Im not sure of my first part so im stuck for the rest of the problems, Im not expecting answers but I would really appreciate guidance as to which direction I should go on.
Thanks
 A: For the first and second parts, try a couple of examples.  Take a 6-cycle and raise it to a few powers and see what happens.  Now try the same with a 10-cycle.  Do you see a pattern?
A: There are three cases to consider: (i) $j$ and $2p$ are relatively prime; (ii) $j=p$; (iii) $j$ is a multiple of $2$.
For Case (i), consider the powers $(\alpha^j)^k$, as $k$ ranges from $1$ to $2p-1$. Suppose that for some $k_1, k_2$, with $1\le k_1\lt k_2\lt 2p$, we have $(\alpha^j)^{k_1}=(\alpha^j)^{k_2}$. Then $\alpha^{j(k_2-k_1)}$ is the identity permutation. Thus $2p$ divides $j(k_2-k_1)$. Since $j$ and $2p$ are relatively prime, it follows that $2p$ divides $k_2-k_1$, which is impossible.
Thus as $k$ ranges from $1$ to $2p-1$, $(\alpha^j)^k$ ranges over all $\alpha^t$, with $1\le t\le 2p-1$. It follows that $\alpha^j$ is a $2p$-cycle.

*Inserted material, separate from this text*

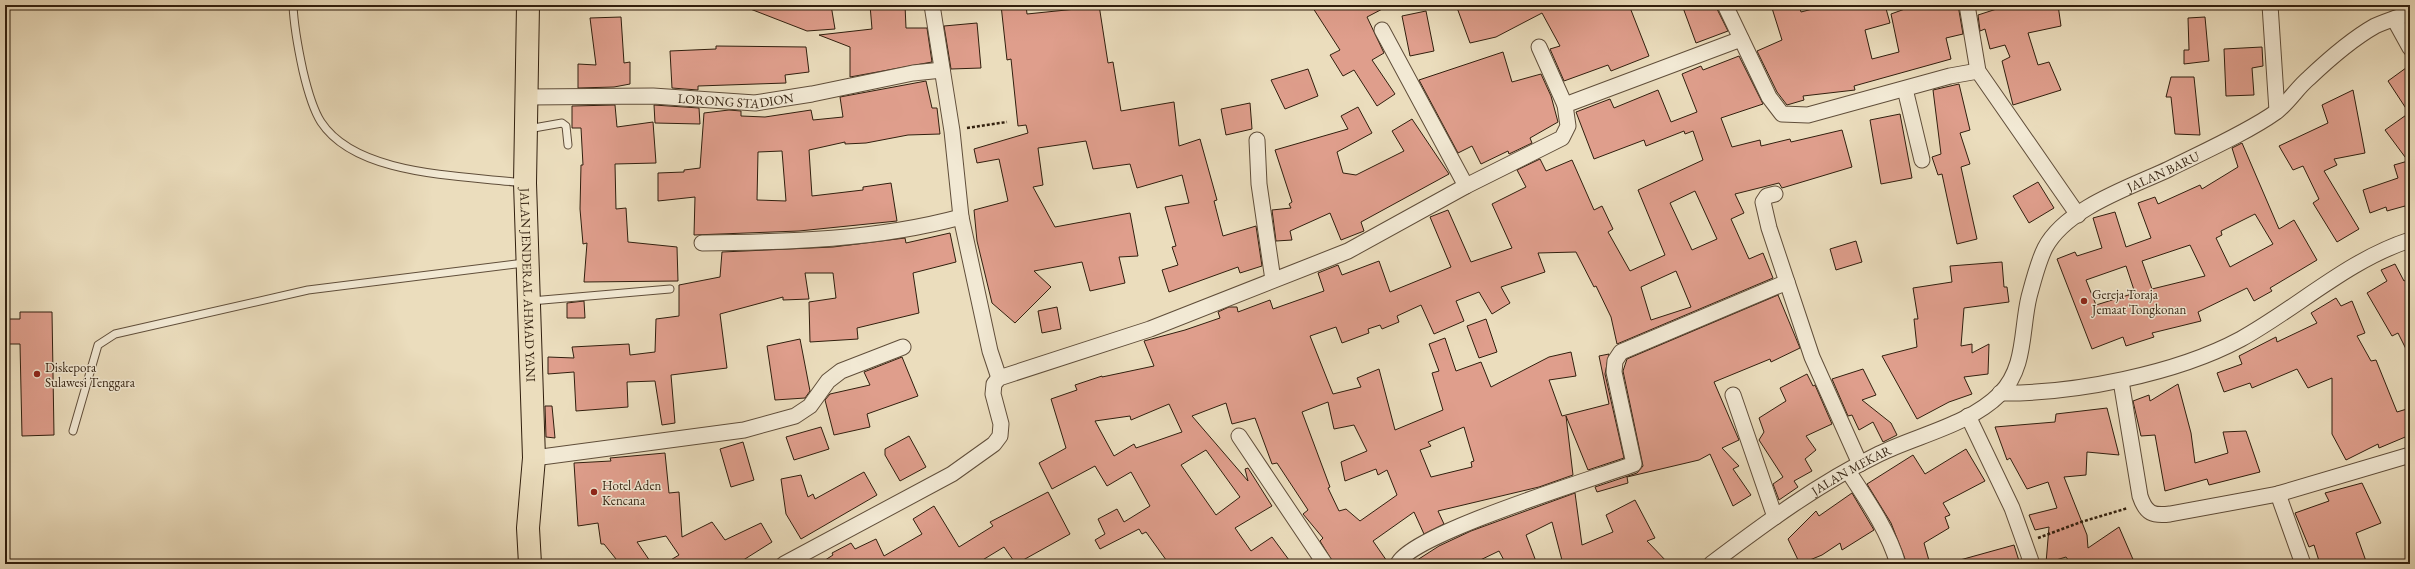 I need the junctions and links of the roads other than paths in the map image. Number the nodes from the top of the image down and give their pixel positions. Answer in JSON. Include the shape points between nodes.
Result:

For Case (ii), we have $(\alpha^p)^2=\alpha^{2p}$. This is the identity, and since $\alpha^p$ is not the identity, $\alpha^p$ is a $2$-cycle.
For Case (iii), the same sort of argument as in Case (i) shows that $p$ is the smallest positive $k$ such that $(\alpha^j)^k$ is the identity. Thus if $j$ is even then $\alpha^j$ is a $p$-cycle.